3. Komunitas Adat dan Ekonomi Kreatif: Mengelola Perubahan
            Komunitas Adat adalah sekumpulan individu yang tinggal di sebuah daerah tertentu, berinteraksi satu dengan yang lain cukup sering dan saling mengenal dengan baik, serta masih tetap bersedia mempertahankan pola-pola budaya mereka yang lama, mempertahankan tradisi yang mereka warisi dari nenek-moyang mereka, dalam kehidupan sehari-hari di masa kini. Tradisi ini mencakup berbagai macam aspek, unsur atau bagian dari kehidupan mereka, entah itu berupa hal-hal yang bersifat material, seperti corak warna dan pakaian yang mereka kenakan sehari-hari, bentuk dan keadaan rumah tempat tinggal mereka, peralatan yang mereka gunakan sehari-hari, sistem kepercayaan, ritus-ritus, organisiasi sosial, dan bahkan juga makanan mereka sehari-hari.
            Komunitas adat biasanya kurang menyukai atau cenderung menolak hal-hal yang baru, karena hal-hal yang baru tersebut biasanya belum diketahui dengan baik manfaatnya, sementara adat-istiadat yang selama ini mereka ikuti terlah terbukti manfaatnya, yakni memungkinkan mereka tetap hidup terus sampai sekarang. Hal-hal yang baru seringkali juga berlawanan dengan adat-istiadat yang telah mereka anut selama bertahun-tahun tersebut, padahal adat-istiadat tersebut merupakan warisan nenek-moyang, yang juga mereka anggap sebagai sesuatu yang suci, wingit, yang tidak boleh diothak-athik, sehingga tidak jarang hal-hal yang baru juga dipandang sebagai hal yang membahayakan, yang bisa mendatangkan kemarahan dan hukuman dari nenek-moyang dalam wujud berbagai macam bencana, kesulitan hidup, atau penyakit.
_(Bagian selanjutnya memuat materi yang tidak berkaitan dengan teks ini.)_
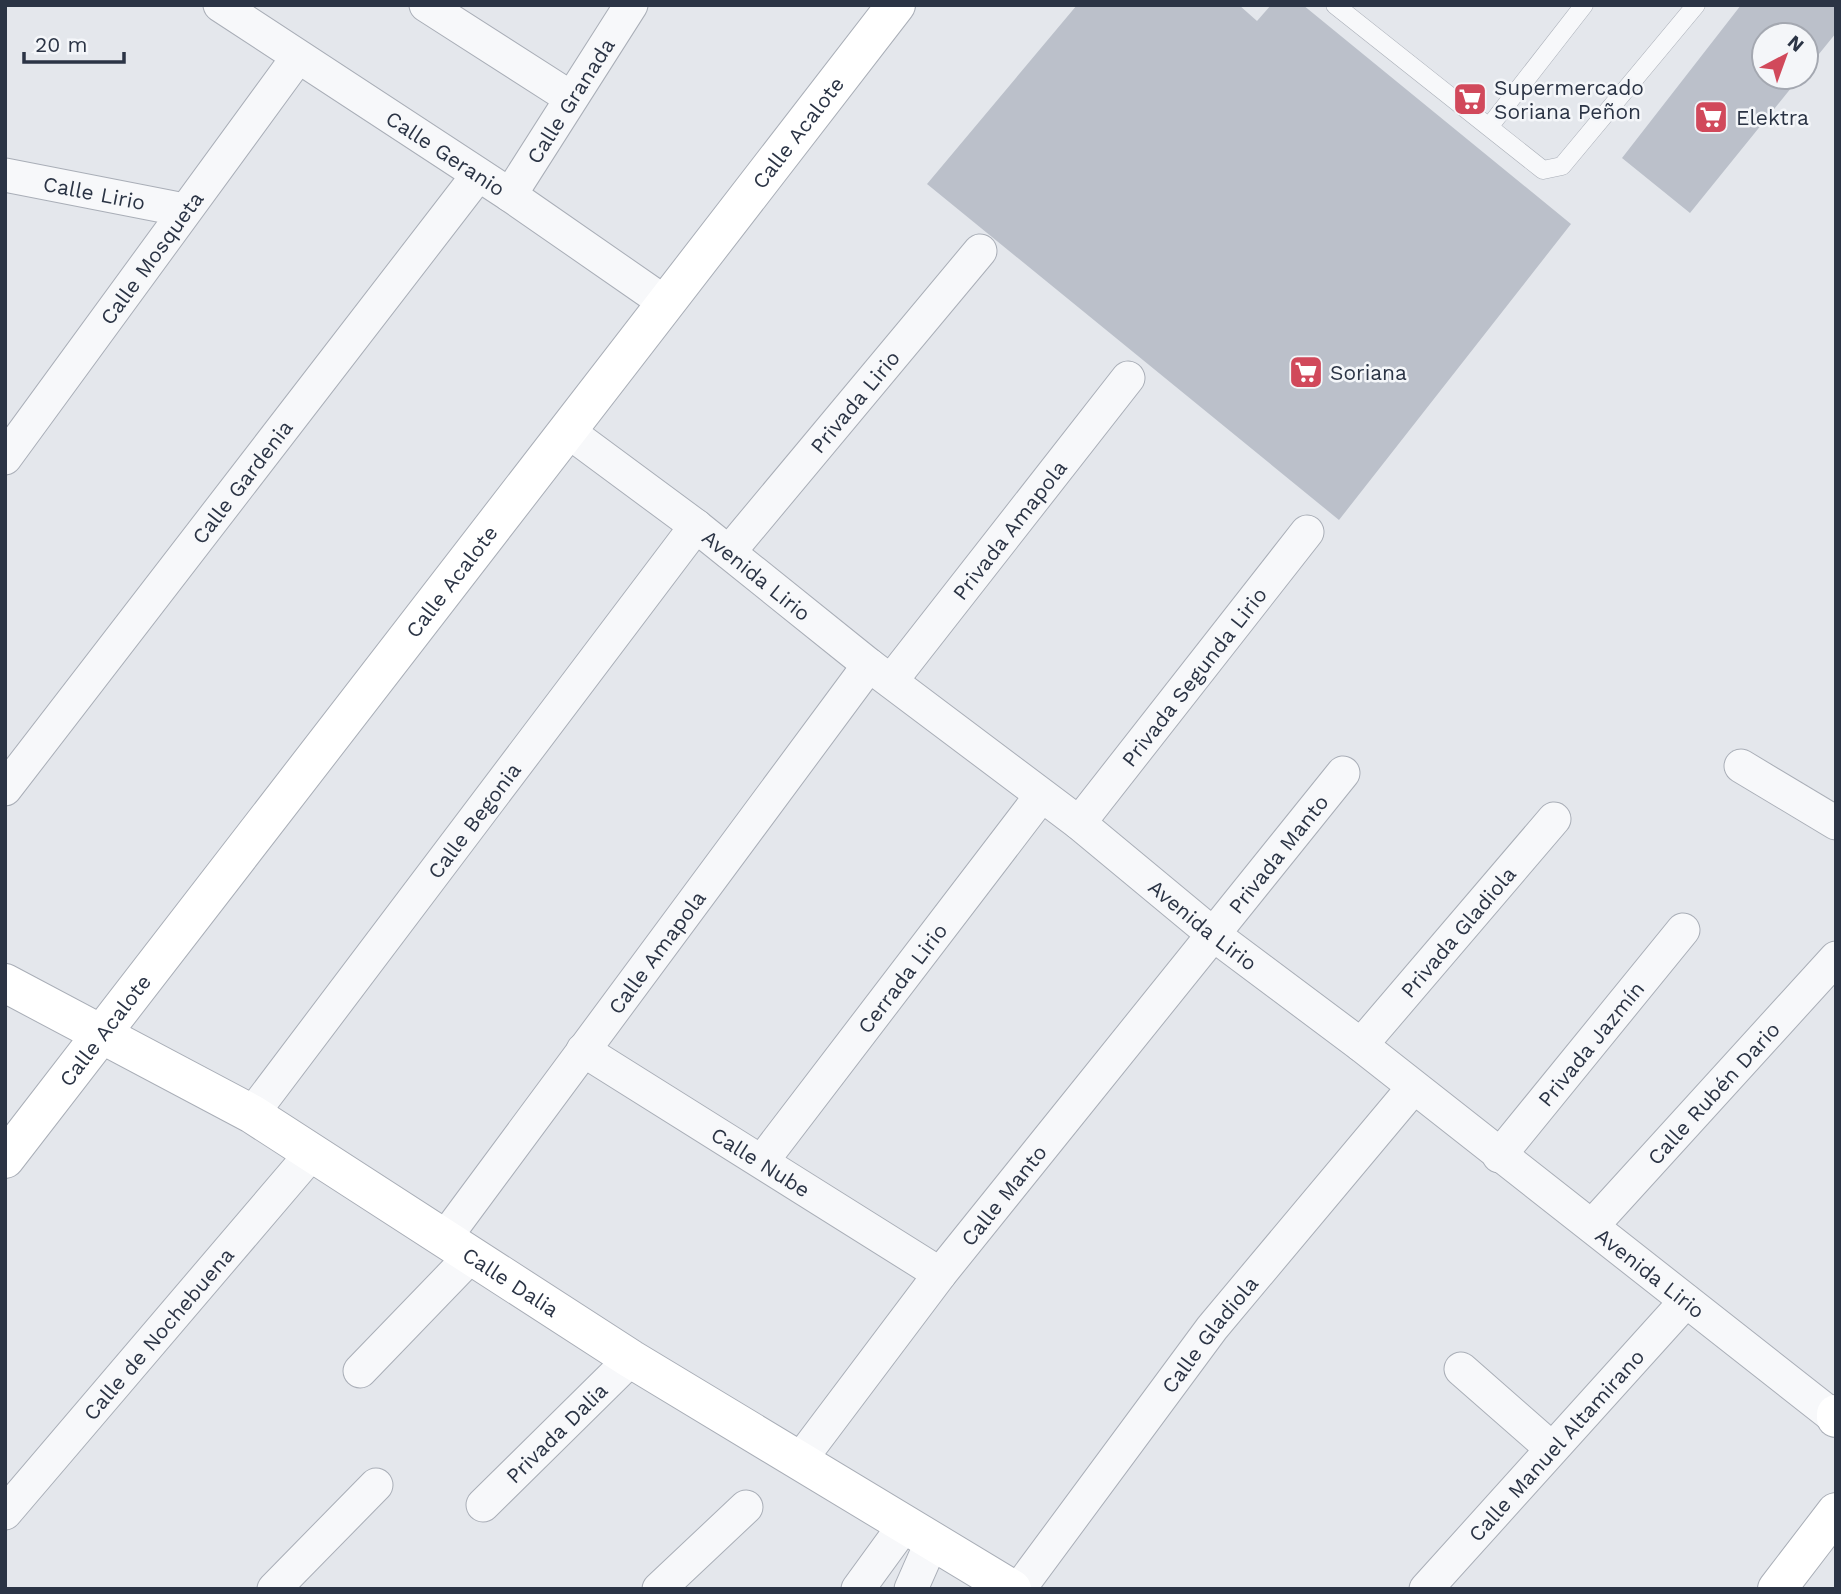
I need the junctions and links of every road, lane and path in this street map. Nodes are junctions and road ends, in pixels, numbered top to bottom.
1 (220, 5) edge
2 (426, 5) edge
3 (631, 5) edge
4 (896, 5) edge
5 (1335, 5) edge
6 (1584, 5) edge
7 (1696, 5) edge
8 (298, 57) junction
9 (571, 98) junction
10 (1489, 127) junction
11 (5, 175) edge
12 (478, 175) junction
13 (510, 195) junction
14 (184, 210) junction
15 (980, 251) dead end
16 (667, 304) junction
17 (1128, 378) dead end
18 (569, 432) junction
19 (5, 458) edge
20 (696, 526) junction
21 (1307, 532) dead end
22 (729, 552) junction
23 (880, 673) junction
24 (1741, 766) dead end
25 (1343, 773) dead end
26 (5, 789) edge
27 (1041, 796) junction
28 (1554, 819) dead end
29 (1079, 823) junction
30 (1836, 823) edge
31 (1683, 930) dead end
32 (1214, 935) junction
33 (1836, 958) edge
34 (5, 983) edge
35 (101, 1032) junction
36 (1361, 1045) junction
37 (583, 1050) junction
38 (1413, 1088) junction
39 (252, 1114) junction
40 (312, 1153) junction
41 (1499, 1156) junction
42 (5, 1159) edge
43 (764, 1160) junction
44 (1592, 1226) junction
45 (457, 1248) junction
46 (940, 1273) junction
47 (1686, 1301) junction
48 (631, 1359) junction
49 (1461, 1369) dead end
50 (360, 1371) dead end
51 (1835, 1416) edge
52 (1551, 1448) junction
53 (800, 1460) junction
54 (376, 1485) dead end
55 (483, 1505) dead end
56 (746, 1507) dead end
57 (1836, 1512) edge
58 (5, 1513) edge
59 (920, 1531) junction
60 (274, 1589) edge
61 (659, 1589) edge
62 (858, 1589) edge
63 (911, 1589) edge
64 (1012, 1589) edge
65 (1019, 1589) edge
66 (1426, 1589) edge
67 (1777, 1589) edge

1 - 8 street, Calle Geranio
2 - 9 street
3 - 9 street, Calle Granada
4 - 16 street, Calle Acalote
5 - 10 lane
6 - 10 lane
7 - 10 lane
8 - 12 street, Calle Geranio
8 - 14 street, Calle Mosqueta
9 - 13 street, Calle Granada
11 - 14 street, Calle Lirio
12 - 13 street, Calle Geranio
12 - 26 street, Calle Gardenia
13 - 16 street, Calle Geranio
14 - 19 street, Calle Mosqueta
15 - 22 street, Privada Lirio
16 - 18 street, Calle Acalote
17 - 23 street, Privada Amapola
18 - 20 street, Avenida Lirio
18 - 35 street, Calle Acalote
20 - 22 street, Avenida Lirio
20 - 39 street, Calle Begonia
21 - 29 street, Privada Segunda Lirio
22 - 23 street, Avenida Lirio
23 - 27 street, Avenida Lirio
23 - 37 street, Calle Amapola
24 - 30 street
25 - 32 street, Privada Manto
27 - 29 street, Avenida Lirio
27 - 43 street, Cerrada Lirio
28 - 36 street, Privada Gladiola
29 - 32 street, Avenida Lirio
31 - 41 street, Privada Jazmín
32 - 36 street, Avenida Lirio
32 - 46 street, Calle Manto
33 - 44 street, Calle Rubén Dario
34 - 35 street, Calle Dalia
35 - 39 street, Calle Dalia
35 - 42 street, Calle Acalote
36 - 38 street, Avenida Lirio
37 - 43 street, Calle Nube
37 - 45 street, Calle Amapola
38 - 41 street, Avenida Lirio
38 - 65 street, Calle Gladiola
39 - 40 street, Calle Dalia
40 - 45 street, Calle Dalia
40 - 58 street, Calle de Nochebuena
41 - 44 street, Avenida Lirio
43 - 46 street, Calle Nube
44 - 47 street, Avenida Lirio
45 - 48 street, Calle Dalia
45 - 50 street
46 - 53 street, Calle Manto
47 - 51 street, Avenida Lirio
47 - 52 street, Calle Manuel Altamirano
48 - 53 street, Calle Dalia
48 - 55 street, Privada Dalia
49 - 52 street
52 - 66 street, Calle Manuel Altamirano
53 - 59 street, Calle Dalia
54 - 60 street
56 - 61 street
57 - 67 street
59 - 62 street
59 - 63 street
59 - 64 street, Calle Dalia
            Meskipun demikian, hal itu tidak berarti bahwa semua komunitas adat selalu demikian. Setiap komunitas adat pada dasarnya memiliki kekhasannya masing-masing. Ada yang bersedia menerima pembaharuan-pembaharuan tertentu, ada yang menolaknya tetapi menerima jenis pembaharuan yang lain, ada pula yang sama sekali menolak setiap jenis pembaharuan. Ada yang menolak masuknya peralatan baru, seperti radio, televisi, listrik, ada yang dengan senang hati menerimanya, tetapi menolak pembaharuan dalam bidang matapencaharian. Ada yang bisa menerima adanya jenis-jenis matapencaharian baru, tetapi mereka menolak masuknya orang-orang asing ke lingkungan mereka, dan sebagainya.
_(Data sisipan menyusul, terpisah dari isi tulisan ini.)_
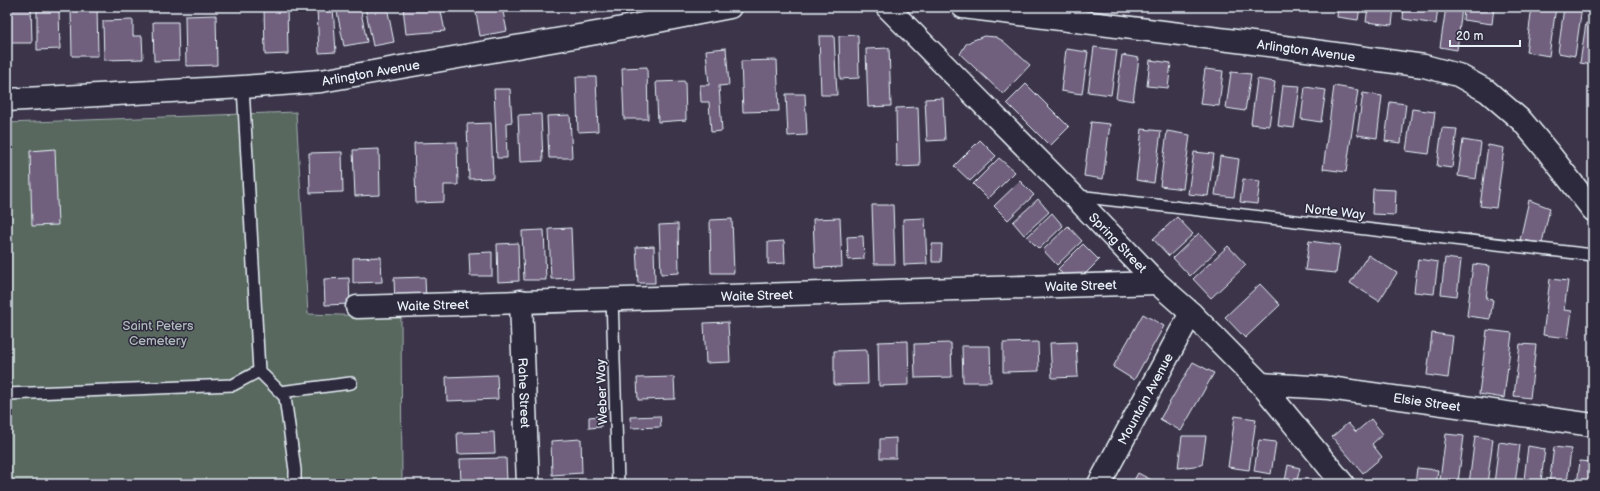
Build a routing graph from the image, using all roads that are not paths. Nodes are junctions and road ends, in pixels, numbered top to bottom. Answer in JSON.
{"nodes":[{"id":1,"x":730,"y":7,"type":"edge"},
{"id":2,"x":887,"y":7,"type":"edge"},
{"id":3,"x":963,"y":7,"type":"edge"},
{"id":4,"x":243,"y":87,"type":"junction"},
{"id":5,"x":7,"y":100,"type":"edge"},
{"id":6,"x":1074,"y":196,"type":"junction"},
{"id":7,"x":1593,"y":210,"type":"edge"},
{"id":8,"x":1593,"y":255,"type":"edge"},
{"id":9,"x":1157,"y":283,"type":"junction"},
{"id":10,"x":612,"y":298,"type":"junction"},
{"id":11,"x":521,"y":301,"type":"junction"},
{"id":12,"x":357,"y":307,"type":"dead end"},
{"id":13,"x":1191,"y":313,"type":"junction"},
{"id":14,"x":259,"y":371,"type":"junction"},
{"id":15,"x":351,"y":383,"type":"dead end"},
{"id":16,"x":1261,"y":384,"type":"junction"},
{"id":17,"x":280,"y":392,"type":"junction"},
{"id":18,"x":7,"y":394,"type":"edge"},
{"id":19,"x":1593,"y":425,"type":"edge"},
{"id":20,"x":295,"y":484,"type":"edge"},
{"id":21,"x":528,"y":484,"type":"edge"},
{"id":22,"x":618,"y":484,"type":"edge"},
{"id":23,"x":1099,"y":484,"type":"edge"},
{"id":24,"x":1343,"y":484,"type":"edge"}],
"edges":[{"from":1,"to":4,"type":"street","name":"Arlington Avenue"},
{"from":2,"to":6,"type":"street","name":"Spring Street"},
{"from":3,"to":7,"type":"street","name":"Arlington Avenue"},
{"from":4,"to":5,"type":"street","name":"Arlington Avenue"},
{"from":4,"to":14,"type":"lane"},
{"from":6,"to":8,"type":"lane","name":"Norte Way"},
{"from":6,"to":9,"type":"street","name":"Spring Street"},
{"from":9,"to":10,"type":"street","name":"Waite Street"},
{"from":9,"to":13,"type":"street","name":"Spring Street"},
{"from":10,"to":11,"type":"street","name":"Waite Street"},
{"from":10,"to":22,"type":"lane","name":"Weber Way"},
{"from":11,"to":12,"type":"street","name":"Waite Street"},
{"from":11,"to":21,"type":"street","name":"Rahe Street"},
{"from":13,"to":16,"type":"street","name":"Spring Street"},
{"from":13,"to":23,"type":"street","name":"Mountain Avenue"},
{"from":14,"to":17,"type":"lane"},
{"from":14,"to":18,"type":"lane"},
{"from":15,"to":17,"type":"lane"},
{"from":16,"to":19,"type":"street","name":"Elsie Street"},
{"from":16,"to":24,"type":"street","name":"Spring Street"},
{"from":17,"to":20,"type":"lane"}]}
            Sementara itu, ekonomi kreatif selalu berawal dari kebaruan. Jika tidak ada yang baru, maka di situ boleh dikatakan belum ada kreativitas. Salah satu ciri utama dari adanya kreativitas adalah adanya upaya yang terus-menerus untuk memperbaiki, meningkatkan kualitas dari apa yang telah ada, menemukan hal-hal baru yang akan membuat kehidupan dianggap lebih baik, lebih nyaman, lebih menyenangkan. Di sini tidak ada tabu atau larangan untuk mengubah berbagai hal yang sudah ada, yang selama ini telah terbukti mendatangkan manfaat, karena adanya keyakinan bahwa hal-hal yang baru dapat mendatangkan manfaat yang lebih banyak lagi. Jika kita sepakat dengan pendapat ini, maka ekonomi kreatif tentunya akan sulit muncul dalam masyarakat adat, dan itu juga berarti bahwa secara ekonomi masyarakat adat akan tertinggal terus.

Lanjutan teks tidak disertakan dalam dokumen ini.